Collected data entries
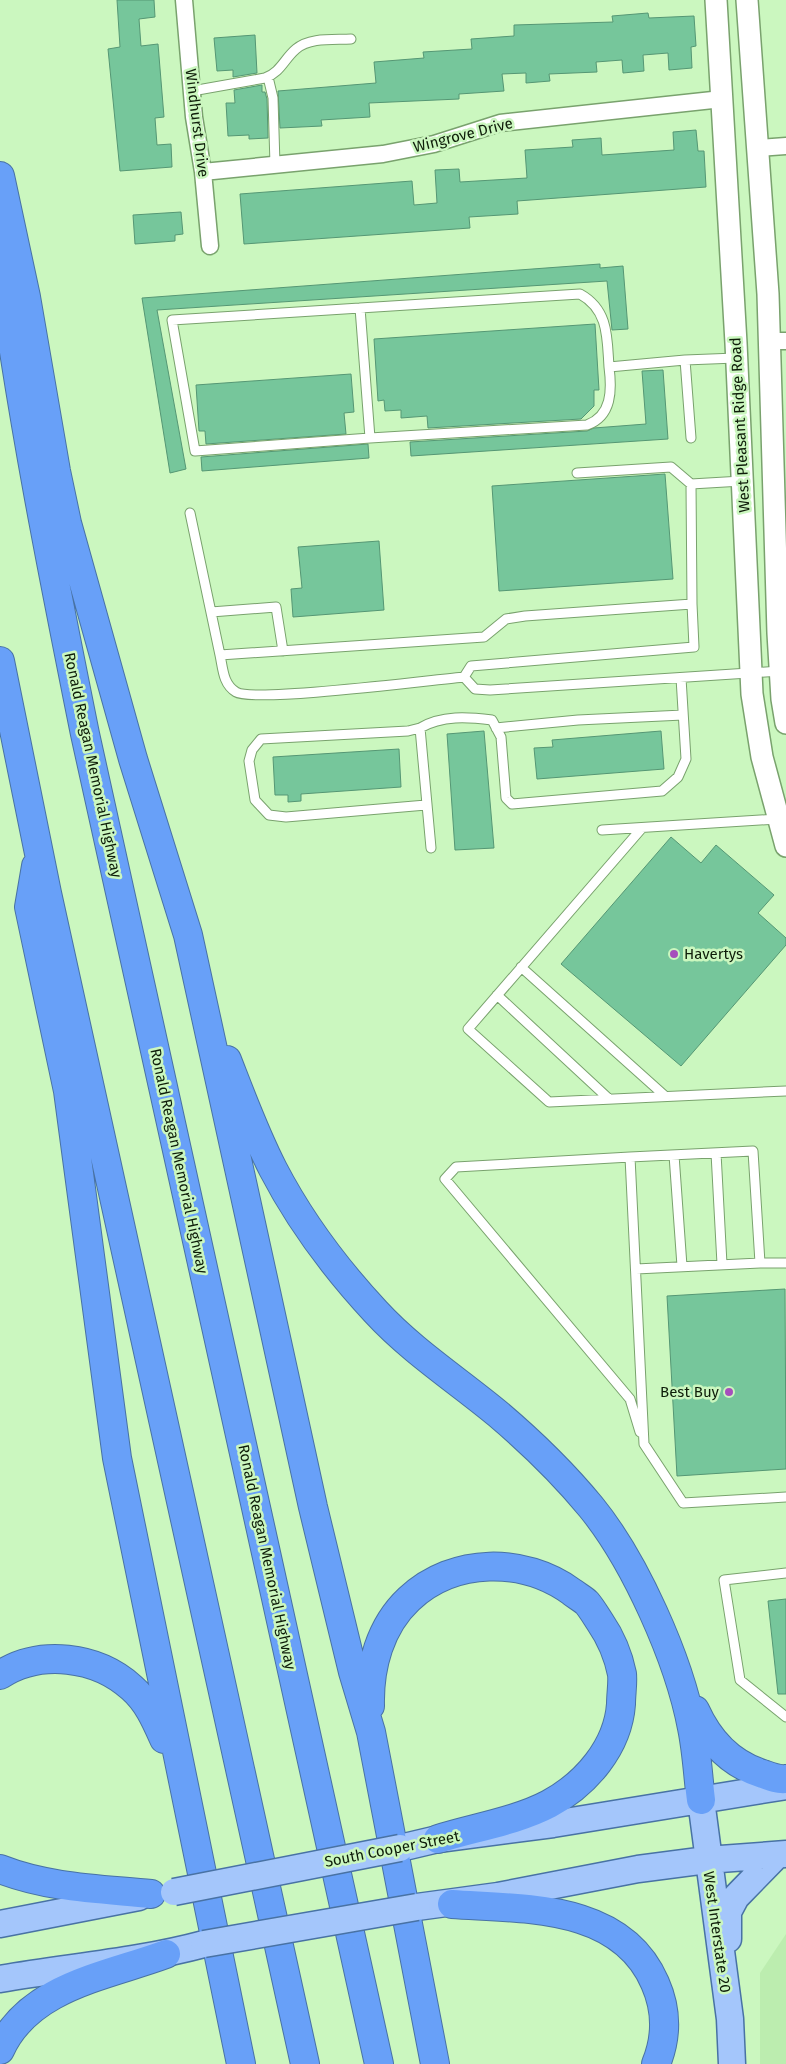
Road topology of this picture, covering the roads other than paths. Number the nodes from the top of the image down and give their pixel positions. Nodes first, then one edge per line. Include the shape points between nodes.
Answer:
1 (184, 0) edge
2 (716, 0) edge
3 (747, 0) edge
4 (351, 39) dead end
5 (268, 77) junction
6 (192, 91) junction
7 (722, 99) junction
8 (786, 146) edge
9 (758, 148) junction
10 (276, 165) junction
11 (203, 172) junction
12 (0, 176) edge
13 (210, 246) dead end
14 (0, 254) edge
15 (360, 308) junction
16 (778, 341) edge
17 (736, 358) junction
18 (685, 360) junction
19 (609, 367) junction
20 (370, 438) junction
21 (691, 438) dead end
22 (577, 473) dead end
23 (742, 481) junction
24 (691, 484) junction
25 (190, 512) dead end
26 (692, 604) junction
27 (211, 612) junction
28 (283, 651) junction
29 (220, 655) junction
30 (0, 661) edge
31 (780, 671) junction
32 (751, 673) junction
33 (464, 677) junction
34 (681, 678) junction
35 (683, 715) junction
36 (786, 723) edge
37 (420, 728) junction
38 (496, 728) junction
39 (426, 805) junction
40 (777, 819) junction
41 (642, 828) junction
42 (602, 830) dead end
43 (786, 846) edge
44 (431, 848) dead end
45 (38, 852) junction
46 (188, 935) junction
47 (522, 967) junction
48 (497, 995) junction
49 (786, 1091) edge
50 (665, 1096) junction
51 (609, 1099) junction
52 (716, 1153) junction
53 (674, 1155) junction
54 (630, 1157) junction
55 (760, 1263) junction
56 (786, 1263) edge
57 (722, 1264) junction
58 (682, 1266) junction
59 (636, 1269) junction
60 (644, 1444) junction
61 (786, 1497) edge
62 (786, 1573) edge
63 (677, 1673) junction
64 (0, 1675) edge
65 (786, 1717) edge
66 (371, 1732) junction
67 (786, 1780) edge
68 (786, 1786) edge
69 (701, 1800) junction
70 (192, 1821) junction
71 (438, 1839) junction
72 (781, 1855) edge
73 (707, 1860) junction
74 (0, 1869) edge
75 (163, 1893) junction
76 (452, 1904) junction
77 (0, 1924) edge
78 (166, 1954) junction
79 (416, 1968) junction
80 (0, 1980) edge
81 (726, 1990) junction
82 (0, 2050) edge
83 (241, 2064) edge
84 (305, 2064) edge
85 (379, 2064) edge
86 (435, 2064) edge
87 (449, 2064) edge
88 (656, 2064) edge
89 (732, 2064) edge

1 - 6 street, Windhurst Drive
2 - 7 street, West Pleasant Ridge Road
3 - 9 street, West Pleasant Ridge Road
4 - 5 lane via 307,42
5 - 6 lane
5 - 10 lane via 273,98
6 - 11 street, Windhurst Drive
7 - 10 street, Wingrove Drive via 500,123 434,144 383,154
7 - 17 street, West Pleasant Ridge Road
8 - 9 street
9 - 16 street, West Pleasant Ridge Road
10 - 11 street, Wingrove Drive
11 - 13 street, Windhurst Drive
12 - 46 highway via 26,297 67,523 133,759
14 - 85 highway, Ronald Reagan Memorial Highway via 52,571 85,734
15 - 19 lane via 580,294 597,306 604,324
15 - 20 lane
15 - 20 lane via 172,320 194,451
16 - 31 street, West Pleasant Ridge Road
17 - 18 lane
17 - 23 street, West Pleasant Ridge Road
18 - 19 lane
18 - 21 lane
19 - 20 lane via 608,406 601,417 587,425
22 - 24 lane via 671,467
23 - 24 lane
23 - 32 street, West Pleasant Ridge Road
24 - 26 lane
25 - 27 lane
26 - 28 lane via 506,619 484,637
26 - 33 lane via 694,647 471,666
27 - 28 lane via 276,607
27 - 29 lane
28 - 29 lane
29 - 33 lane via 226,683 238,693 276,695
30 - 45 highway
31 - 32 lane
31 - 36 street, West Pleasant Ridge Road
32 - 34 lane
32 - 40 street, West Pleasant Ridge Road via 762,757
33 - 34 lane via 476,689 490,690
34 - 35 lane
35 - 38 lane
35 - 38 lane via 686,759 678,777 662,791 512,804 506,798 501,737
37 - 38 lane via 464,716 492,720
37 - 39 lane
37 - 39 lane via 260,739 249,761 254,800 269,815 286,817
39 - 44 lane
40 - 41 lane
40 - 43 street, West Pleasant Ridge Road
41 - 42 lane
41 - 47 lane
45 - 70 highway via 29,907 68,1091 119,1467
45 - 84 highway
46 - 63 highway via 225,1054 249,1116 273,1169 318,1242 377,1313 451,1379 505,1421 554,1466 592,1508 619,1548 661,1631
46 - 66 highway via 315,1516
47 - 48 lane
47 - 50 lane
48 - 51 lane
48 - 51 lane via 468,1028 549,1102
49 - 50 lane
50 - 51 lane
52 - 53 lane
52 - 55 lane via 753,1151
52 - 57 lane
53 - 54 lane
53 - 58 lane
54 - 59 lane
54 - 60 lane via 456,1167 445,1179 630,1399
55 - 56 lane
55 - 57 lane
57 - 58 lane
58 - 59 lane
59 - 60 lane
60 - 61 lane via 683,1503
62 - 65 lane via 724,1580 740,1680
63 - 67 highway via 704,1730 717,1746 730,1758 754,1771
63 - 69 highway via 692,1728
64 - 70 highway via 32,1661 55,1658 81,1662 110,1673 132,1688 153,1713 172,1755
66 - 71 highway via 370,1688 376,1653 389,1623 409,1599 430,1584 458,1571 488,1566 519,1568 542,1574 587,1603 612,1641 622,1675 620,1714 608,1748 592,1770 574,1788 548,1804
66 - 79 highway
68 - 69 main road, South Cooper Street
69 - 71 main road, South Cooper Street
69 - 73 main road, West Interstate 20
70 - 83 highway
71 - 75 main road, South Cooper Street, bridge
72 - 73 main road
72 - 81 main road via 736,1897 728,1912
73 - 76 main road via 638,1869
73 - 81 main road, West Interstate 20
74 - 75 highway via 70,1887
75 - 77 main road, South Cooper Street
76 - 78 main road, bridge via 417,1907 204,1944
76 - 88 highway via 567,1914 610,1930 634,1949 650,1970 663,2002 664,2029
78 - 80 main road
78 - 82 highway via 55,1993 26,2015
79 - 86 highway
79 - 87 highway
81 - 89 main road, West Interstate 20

--

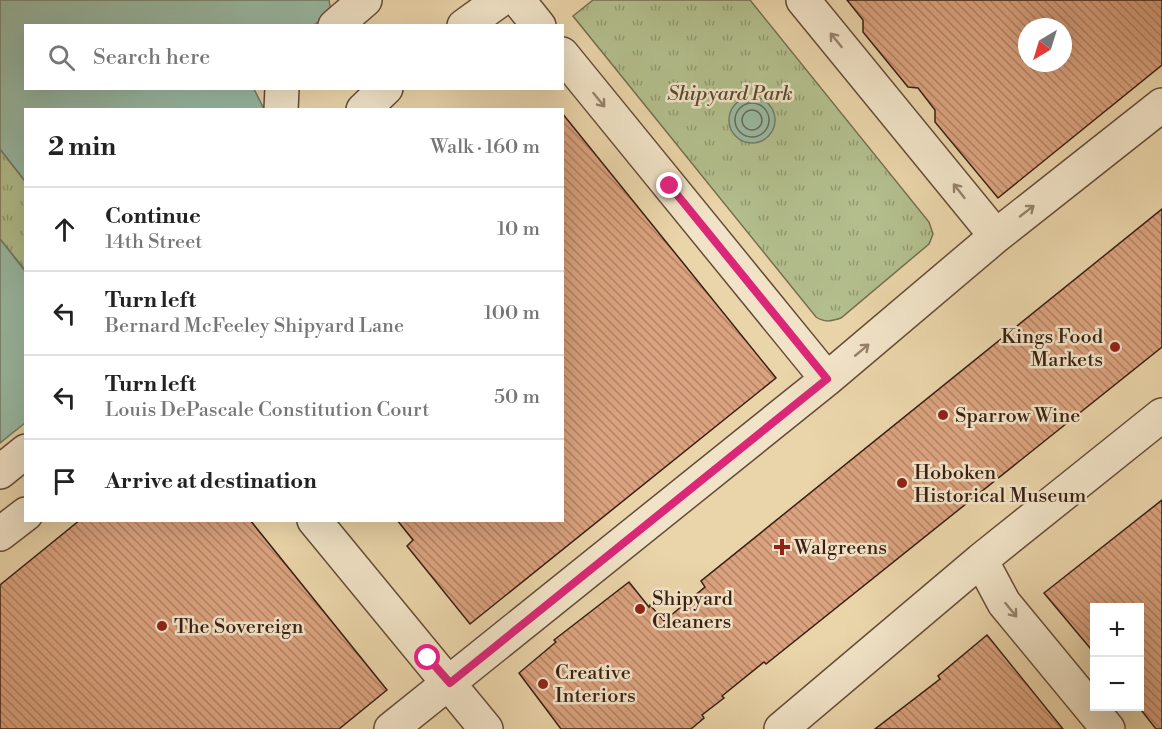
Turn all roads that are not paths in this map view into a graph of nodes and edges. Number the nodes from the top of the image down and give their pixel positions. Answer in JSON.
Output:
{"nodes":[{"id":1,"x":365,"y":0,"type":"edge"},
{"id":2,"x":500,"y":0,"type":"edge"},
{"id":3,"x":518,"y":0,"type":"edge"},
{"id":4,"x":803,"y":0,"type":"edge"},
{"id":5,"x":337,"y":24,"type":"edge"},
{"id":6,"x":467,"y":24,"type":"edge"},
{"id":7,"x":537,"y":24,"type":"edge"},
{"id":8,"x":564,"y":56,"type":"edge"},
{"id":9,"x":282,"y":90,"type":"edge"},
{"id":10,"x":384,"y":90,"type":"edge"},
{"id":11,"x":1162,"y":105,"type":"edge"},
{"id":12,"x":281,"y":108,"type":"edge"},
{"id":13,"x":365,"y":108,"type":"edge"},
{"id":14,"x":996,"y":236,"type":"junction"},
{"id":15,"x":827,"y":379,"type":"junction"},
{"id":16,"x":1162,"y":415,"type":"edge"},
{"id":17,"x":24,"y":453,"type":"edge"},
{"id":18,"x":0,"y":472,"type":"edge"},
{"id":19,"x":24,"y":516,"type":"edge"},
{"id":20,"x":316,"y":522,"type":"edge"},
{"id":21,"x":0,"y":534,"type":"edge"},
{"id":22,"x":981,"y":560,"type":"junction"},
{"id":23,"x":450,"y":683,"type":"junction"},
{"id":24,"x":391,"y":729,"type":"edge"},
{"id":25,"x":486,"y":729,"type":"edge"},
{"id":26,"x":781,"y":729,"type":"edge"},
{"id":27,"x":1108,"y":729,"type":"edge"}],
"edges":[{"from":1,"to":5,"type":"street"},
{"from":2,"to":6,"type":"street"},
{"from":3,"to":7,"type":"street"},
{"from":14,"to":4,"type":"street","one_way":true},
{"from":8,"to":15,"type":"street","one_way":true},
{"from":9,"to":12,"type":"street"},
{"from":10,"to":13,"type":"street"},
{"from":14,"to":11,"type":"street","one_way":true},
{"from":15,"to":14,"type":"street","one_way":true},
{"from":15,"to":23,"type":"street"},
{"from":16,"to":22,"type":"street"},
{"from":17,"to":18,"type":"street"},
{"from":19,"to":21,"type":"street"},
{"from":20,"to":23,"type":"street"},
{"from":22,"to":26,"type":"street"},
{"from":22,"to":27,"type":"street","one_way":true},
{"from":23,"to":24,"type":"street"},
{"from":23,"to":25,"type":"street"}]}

◆ **Exercise requirements**: In the records above, find each line holding "roads" and copy it.

◆ **Solution for this task**:
Road topology of this picture, covering the roads other than paths. Number the nodes from the top of the image down and give their pixel positions. Nodes first, then one edge per line. Include the shape points between nodes.
Turn all roads that are not paths in this map view into a graph of nodes and edges. Number the nodes from the top of the image down and give their pixel positions. Answer in JSON.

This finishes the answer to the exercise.